Entries provided>
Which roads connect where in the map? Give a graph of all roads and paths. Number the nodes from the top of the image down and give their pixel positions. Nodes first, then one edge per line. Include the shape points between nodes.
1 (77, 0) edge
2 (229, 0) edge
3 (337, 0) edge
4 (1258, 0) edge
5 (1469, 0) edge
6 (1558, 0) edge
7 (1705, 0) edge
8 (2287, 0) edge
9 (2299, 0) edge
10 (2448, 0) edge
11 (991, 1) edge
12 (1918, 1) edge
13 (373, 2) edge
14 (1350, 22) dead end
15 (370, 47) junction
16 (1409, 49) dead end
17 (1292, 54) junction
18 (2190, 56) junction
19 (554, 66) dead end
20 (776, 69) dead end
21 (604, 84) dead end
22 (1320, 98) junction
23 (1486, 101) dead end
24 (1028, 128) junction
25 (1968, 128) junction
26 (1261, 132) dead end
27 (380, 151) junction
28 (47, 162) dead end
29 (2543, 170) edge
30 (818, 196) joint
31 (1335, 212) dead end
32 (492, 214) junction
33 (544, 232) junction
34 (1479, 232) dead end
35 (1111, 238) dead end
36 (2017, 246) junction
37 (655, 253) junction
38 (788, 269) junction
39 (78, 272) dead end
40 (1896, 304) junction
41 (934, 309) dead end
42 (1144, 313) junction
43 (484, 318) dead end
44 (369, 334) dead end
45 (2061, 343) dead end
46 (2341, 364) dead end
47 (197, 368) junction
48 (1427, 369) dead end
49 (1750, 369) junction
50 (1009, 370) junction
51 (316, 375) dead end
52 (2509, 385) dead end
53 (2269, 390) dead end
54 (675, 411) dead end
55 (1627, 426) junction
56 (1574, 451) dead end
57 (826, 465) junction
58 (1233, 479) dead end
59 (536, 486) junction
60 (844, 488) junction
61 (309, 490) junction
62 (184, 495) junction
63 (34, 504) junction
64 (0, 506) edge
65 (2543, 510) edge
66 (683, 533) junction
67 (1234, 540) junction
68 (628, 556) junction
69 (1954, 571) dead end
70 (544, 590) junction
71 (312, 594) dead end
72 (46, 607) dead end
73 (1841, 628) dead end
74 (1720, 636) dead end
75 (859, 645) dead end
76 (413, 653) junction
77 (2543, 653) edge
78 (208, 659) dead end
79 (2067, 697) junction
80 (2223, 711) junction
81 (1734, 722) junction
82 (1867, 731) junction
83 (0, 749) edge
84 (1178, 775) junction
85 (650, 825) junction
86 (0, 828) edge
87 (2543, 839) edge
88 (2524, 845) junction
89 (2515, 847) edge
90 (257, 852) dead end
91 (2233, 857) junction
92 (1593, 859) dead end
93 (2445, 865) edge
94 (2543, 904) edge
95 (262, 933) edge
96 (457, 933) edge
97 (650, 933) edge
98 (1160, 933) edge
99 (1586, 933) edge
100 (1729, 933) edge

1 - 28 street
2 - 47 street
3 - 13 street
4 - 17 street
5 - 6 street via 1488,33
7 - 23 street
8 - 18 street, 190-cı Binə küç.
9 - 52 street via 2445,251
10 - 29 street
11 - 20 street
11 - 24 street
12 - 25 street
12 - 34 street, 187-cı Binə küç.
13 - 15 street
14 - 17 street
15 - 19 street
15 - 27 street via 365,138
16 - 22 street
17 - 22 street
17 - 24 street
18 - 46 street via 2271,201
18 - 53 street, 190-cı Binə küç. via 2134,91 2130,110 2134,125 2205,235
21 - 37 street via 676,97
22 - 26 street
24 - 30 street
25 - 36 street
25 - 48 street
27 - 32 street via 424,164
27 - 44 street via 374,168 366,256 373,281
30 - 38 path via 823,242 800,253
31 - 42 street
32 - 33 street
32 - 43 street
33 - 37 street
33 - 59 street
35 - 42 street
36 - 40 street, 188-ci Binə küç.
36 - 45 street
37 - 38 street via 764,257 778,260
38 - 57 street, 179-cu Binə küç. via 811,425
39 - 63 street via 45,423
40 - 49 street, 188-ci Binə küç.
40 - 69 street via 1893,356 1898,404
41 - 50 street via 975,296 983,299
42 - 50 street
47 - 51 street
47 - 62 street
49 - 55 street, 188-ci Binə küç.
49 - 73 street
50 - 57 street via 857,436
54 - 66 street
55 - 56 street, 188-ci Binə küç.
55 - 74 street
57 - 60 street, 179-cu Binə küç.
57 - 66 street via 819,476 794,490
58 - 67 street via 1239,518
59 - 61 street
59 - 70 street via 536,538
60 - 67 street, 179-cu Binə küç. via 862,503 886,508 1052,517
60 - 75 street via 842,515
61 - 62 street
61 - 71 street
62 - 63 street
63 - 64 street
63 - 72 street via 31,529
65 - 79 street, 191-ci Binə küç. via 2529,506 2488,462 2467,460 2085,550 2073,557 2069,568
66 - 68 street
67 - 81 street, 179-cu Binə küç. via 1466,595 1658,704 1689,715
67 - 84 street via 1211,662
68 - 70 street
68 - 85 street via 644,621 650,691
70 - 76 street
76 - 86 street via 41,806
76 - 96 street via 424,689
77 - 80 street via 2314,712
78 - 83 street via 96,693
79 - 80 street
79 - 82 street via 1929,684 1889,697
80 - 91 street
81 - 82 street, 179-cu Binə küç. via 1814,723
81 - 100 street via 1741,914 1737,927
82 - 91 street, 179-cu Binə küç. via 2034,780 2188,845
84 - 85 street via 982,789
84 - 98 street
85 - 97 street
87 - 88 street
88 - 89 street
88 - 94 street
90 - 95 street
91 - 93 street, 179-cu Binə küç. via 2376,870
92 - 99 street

Problem details>
Return what is listed above, exactly and completely.

Result of the task>
Which roads connect where in the map? Give a graph of all roads and paths. Number the nodes from the top of the image down and give their pixel positions. Nodes first, then one edge per line. Include the shape points between nodes.
1 (77, 0) edge
2 (229, 0) edge
3 (337, 0) edge
4 (1258, 0) edge
5 (1469, 0) edge
6 (1558, 0) edge
7 (1705, 0) edge
8 (2287, 0) edge
9 (2299, 0) edge
10 (2448, 0) edge
11 (991, 1) edge
12 (1918, 1) edge
13 (373, 2) edge
14 (1350, 22) dead end
15 (370, 47) junction
16 (1409, 49) dead end
17 (1292, 54) junction
18 (2190, 56) junction
19 (554, 66) dead end
20 (776, 69) dead end
21 (604, 84) dead end
22 (1320, 98) junction
23 (1486, 101) dead end
24 (1028, 128) junction
25 (1968, 128) junction
26 (1261, 132) dead end
27 (380, 151) junction
28 (47, 162) dead end
29 (2543, 170) edge
30 (818, 196) joint
31 (1335, 212) dead end
32 (492, 214) junction
33 (544, 232) junction
34 (1479, 232) dead end
35 (1111, 238) dead end
36 (2017, 246) junction
37 (655, 253) junction
38 (788, 269) junction
39 (78, 272) dead end
40 (1896, 304) junction
41 (934, 309) dead end
42 (1144, 313) junction
43 (484, 318) dead end
44 (369, 334) dead end
45 (2061, 343) dead end
46 (2341, 364) dead end
47 (197, 368) junction
48 (1427, 369) dead end
49 (1750, 369) junction
50 (1009, 370) junction
51 (316, 375) dead end
52 (2509, 385) dead end
53 (2269, 390) dead end
54 (675, 411) dead end
55 (1627, 426) junction
56 (1574, 451) dead end
57 (826, 465) junction
58 (1233, 479) dead end
59 (536, 486) junction
60 (844, 488) junction
61 (309, 490) junction
62 (184, 495) junction
63 (34, 504) junction
64 (0, 506) edge
65 (2543, 510) edge
66 (683, 533) junction
67 (1234, 540) junction
68 (628, 556) junction
69 (1954, 571) dead end
70 (544, 590) junction
71 (312, 594) dead end
72 (46, 607) dead end
73 (1841, 628) dead end
74 (1720, 636) dead end
75 (859, 645) dead end
76 (413, 653) junction
77 (2543, 653) edge
78 (208, 659) dead end
79 (2067, 697) junction
80 (2223, 711) junction
81 (1734, 722) junction
82 (1867, 731) junction
83 (0, 749) edge
84 (1178, 775) junction
85 (650, 825) junction
86 (0, 828) edge
87 (2543, 839) edge
88 (2524, 845) junction
89 (2515, 847) edge
90 (257, 852) dead end
91 (2233, 857) junction
92 (1593, 859) dead end
93 (2445, 865) edge
94 (2543, 904) edge
95 (262, 933) edge
96 (457, 933) edge
97 (650, 933) edge
98 (1160, 933) edge
99 (1586, 933) edge
100 (1729, 933) edge

1 - 28 street
2 - 47 street
3 - 13 street
4 - 17 street
5 - 6 street via 1488,33
7 - 23 street
8 - 18 street, 190-cı Binə küç.
9 - 52 street via 2445,251
10 - 29 street
11 - 20 street
11 - 24 street
12 - 25 street
12 - 34 street, 187-cı Binə küç.
13 - 15 street
14 - 17 street
15 - 19 street
15 - 27 street via 365,138
16 - 22 street
17 - 22 street
17 - 24 street
18 - 46 street via 2271,201
18 - 53 street, 190-cı Binə küç. via 2134,91 2130,110 2134,125 2205,235
21 - 37 street via 676,97
22 - 26 street
24 - 30 street
25 - 36 street
25 - 48 street
27 - 32 street via 424,164
27 - 44 street via 374,168 366,256 373,281
30 - 38 path via 823,242 800,253
31 - 42 street
32 - 33 street
32 - 43 street
33 - 37 street
33 - 59 street
35 - 42 street
36 - 40 street, 188-ci Binə küç.
36 - 45 street
37 - 38 street via 764,257 778,260
38 - 57 street, 179-cu Binə küç. via 811,425
39 - 63 street via 45,423
40 - 49 street, 188-ci Binə küç.
40 - 69 street via 1893,356 1898,404
41 - 50 street via 975,296 983,299
42 - 50 street
47 - 51 street
47 - 62 street
49 - 55 street, 188-ci Binə küç.
49 - 73 street
50 - 57 street via 857,436
54 - 66 street
55 - 56 street, 188-ci Binə küç.
55 - 74 street
57 - 60 street, 179-cu Binə küç.
57 - 66 street via 819,476 794,490
58 - 67 street via 1239,518
59 - 61 street
59 - 70 street via 536,538
60 - 67 street, 179-cu Binə küç. via 862,503 886,508 1052,517
60 - 75 street via 842,515
61 - 62 street
61 - 71 street
62 - 63 street
63 - 64 street
63 - 72 street via 31,529
65 - 79 street, 191-ci Binə küç. via 2529,506 2488,462 2467,460 2085,550 2073,557 2069,568
66 - 68 street
67 - 81 street, 179-cu Binə küç. via 1466,595 1658,704 1689,715
67 - 84 street via 1211,662
68 - 70 street
68 - 85 street via 644,621 650,691
70 - 76 street
76 - 86 street via 41,806
76 - 96 street via 424,689
77 - 80 street via 2314,712
78 - 83 street via 96,693
79 - 80 street
79 - 82 street via 1929,684 1889,697
80 - 91 street
81 - 82 street, 179-cu Binə küç. via 1814,723
81 - 100 street via 1741,914 1737,927
82 - 91 street, 179-cu Binə küç. via 2034,780 2188,845
84 - 85 street via 982,789
84 - 98 street
85 - 97 street
87 - 88 street
88 - 89 street
88 - 94 street
90 - 95 street
91 - 93 street, 179-cu Binə küç. via 2376,870
92 - 99 street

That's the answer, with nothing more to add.